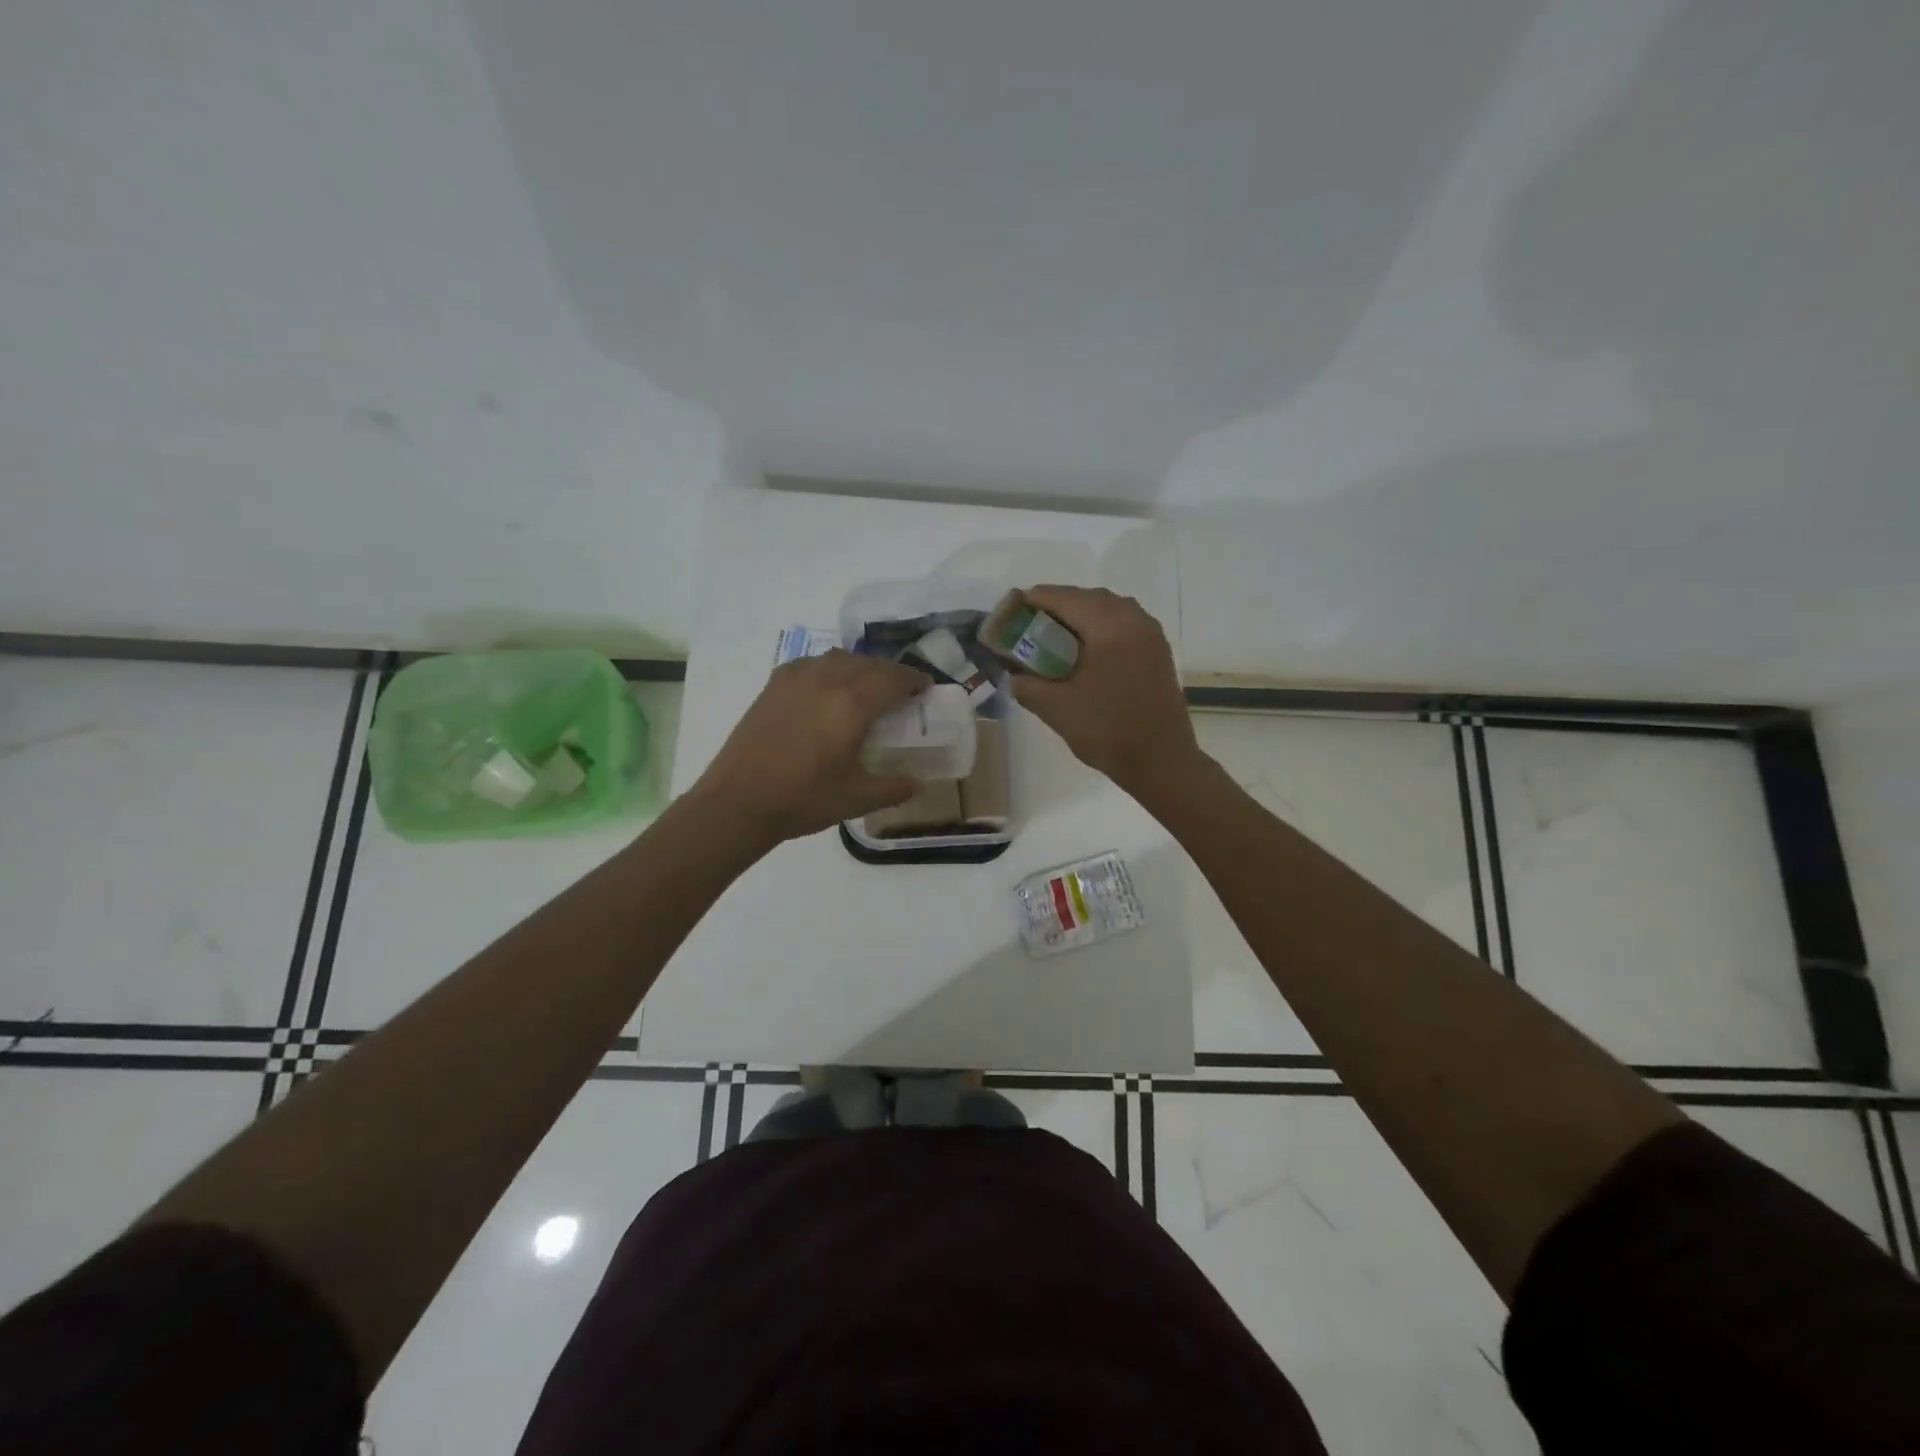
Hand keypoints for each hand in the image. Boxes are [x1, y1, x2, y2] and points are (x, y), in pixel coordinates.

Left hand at [693, 650, 929, 843]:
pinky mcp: (773, 685)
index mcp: (851, 705)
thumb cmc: (802, 799)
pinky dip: (829, 668)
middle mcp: (826, 680)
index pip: (892, 678)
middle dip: (889, 672)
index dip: (913, 679)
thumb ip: (893, 788)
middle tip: (901, 689)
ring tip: (866, 686)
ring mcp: (795, 679)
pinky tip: (827, 687)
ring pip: (838, 658)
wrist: (738, 801)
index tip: (925, 687)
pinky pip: (811, 663)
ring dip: (860, 666)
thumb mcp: (856, 799)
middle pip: (867, 663)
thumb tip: (918, 782)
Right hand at [1010, 586, 1202, 804]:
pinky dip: (1098, 628)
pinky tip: (1083, 652)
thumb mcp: (1055, 708)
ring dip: (1078, 616)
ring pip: (1106, 608)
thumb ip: (1026, 684)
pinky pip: (1122, 623)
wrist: (1160, 760)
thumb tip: (1013, 673)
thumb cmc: (1107, 731)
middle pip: (1086, 598)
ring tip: (1052, 639)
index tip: (1009, 612)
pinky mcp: (1157, 648)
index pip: (1062, 598)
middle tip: (1027, 627)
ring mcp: (1150, 632)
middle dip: (1054, 608)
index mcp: (1109, 626)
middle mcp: (1133, 618)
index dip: (1032, 601)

TASK GOAL
When you output the entries, keep each line exactly as it is and leave out any pictures.

THE COMPLETED TASK
Hand keypoints for each hand in the image. Boxes are [x1, y1, x2, y2] and points are (x, y), in pixel coordinates.

Left hand at [693, 650, 929, 843]:
pinky mcp: (773, 685)
index mcp: (851, 705)
thumb cmc: (802, 799)
pinky dip: (829, 668)
middle mcp: (826, 680)
index pip: (892, 678)
middle dip: (889, 672)
index dip: (913, 679)
thumb ip: (893, 788)
middle tip: (901, 689)
ring tip: (866, 686)
ring mcp: (795, 679)
pinky tip: (827, 687)
ring pip: (838, 658)
wrist: (738, 801)
index tip: (925, 687)
pinky pip: (811, 663)
ring dip: (860, 666)
thumb mcp: (856, 799)
middle pip: (867, 663)
thumb tip: (918, 782)
Right hand at [1010, 586, 1202, 804]:
pinky dip: (1098, 628)
pinky tip: (1083, 652)
thumb mcp: (1055, 708)
ring dip: (1078, 616)
ring pip: (1106, 608)
thumb ip: (1026, 684)
pinky pip: (1122, 623)
wrist: (1160, 760)
thumb tip: (1013, 673)
thumb cmc: (1107, 731)
middle pip: (1086, 598)
ring tip: (1052, 639)
index tip: (1009, 612)
pinky mcp: (1157, 648)
index pip: (1062, 598)
middle tip: (1027, 627)
ring mcp: (1150, 632)
middle dip: (1054, 608)
index mcp: (1109, 626)
middle mcp: (1133, 618)
index dip: (1032, 601)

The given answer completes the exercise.